Exercise instructions – Read the entries below and pull out each line with the string "Ávila".

═══ Records shown

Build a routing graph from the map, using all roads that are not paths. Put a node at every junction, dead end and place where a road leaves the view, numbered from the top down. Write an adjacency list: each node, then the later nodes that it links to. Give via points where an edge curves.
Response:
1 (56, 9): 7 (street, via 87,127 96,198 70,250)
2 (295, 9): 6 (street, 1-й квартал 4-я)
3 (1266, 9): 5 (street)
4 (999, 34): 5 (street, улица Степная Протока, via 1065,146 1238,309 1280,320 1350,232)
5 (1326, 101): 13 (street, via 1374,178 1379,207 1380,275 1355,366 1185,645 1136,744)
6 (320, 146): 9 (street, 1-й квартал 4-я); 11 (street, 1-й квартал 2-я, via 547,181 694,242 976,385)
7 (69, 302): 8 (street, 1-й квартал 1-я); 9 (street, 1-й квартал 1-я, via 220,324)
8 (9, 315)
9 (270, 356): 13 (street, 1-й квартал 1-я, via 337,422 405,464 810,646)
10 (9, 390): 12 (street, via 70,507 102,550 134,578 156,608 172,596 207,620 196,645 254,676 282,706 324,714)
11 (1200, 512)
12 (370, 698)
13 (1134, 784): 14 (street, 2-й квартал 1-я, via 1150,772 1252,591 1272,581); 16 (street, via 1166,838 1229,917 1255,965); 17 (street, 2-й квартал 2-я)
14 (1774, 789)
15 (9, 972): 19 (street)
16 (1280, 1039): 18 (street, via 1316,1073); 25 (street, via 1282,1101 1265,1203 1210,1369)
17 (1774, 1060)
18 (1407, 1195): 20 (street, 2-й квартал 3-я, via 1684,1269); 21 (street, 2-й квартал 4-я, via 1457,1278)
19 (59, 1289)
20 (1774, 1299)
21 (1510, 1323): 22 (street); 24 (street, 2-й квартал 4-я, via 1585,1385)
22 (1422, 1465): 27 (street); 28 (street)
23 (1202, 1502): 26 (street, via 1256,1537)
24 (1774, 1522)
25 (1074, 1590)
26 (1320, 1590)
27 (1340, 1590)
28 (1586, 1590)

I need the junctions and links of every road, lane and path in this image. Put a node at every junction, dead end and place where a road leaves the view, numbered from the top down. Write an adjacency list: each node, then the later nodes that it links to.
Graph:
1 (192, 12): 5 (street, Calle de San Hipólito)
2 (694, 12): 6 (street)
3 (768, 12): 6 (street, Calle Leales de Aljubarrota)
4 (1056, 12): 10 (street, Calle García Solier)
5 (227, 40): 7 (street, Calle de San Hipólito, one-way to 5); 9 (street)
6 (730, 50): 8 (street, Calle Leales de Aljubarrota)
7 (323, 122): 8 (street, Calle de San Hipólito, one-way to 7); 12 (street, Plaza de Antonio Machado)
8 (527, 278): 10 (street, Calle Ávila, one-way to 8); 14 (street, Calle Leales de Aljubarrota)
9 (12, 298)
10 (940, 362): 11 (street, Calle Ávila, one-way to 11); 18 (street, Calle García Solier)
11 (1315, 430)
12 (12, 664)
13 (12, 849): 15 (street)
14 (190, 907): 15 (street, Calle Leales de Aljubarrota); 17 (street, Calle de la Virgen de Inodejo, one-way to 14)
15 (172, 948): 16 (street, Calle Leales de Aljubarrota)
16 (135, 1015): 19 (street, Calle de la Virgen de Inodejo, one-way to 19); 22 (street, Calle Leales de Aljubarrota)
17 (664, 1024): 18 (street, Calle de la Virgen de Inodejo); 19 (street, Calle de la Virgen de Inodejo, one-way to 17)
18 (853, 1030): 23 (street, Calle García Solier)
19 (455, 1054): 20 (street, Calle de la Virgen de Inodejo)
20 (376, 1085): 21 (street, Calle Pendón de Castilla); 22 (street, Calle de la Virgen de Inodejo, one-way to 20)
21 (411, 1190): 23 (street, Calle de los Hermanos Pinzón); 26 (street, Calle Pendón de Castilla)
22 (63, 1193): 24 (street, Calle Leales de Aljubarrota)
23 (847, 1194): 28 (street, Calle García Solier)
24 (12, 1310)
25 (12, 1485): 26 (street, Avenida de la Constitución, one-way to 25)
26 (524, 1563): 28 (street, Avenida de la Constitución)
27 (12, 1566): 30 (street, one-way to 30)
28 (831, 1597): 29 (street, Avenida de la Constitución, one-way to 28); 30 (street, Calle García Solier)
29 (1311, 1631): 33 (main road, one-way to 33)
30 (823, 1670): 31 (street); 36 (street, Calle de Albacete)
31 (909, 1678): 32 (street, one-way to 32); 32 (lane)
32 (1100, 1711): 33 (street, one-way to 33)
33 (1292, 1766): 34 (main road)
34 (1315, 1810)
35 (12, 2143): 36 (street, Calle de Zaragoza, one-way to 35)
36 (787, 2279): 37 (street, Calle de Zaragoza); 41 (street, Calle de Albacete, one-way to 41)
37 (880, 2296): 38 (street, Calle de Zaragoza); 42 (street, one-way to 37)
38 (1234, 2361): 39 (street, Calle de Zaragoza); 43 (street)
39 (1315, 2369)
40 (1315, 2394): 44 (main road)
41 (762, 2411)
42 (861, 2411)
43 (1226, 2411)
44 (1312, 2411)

══════

Problem solution –
8 (527, 278): 10 (street, Calle Ávila, one-way to 8); 14 (street, Calle Leales de Aljubarrota)
10 (940, 362): 11 (street, Calle Ávila, one-way to 11); 18 (street, Calle García Solier)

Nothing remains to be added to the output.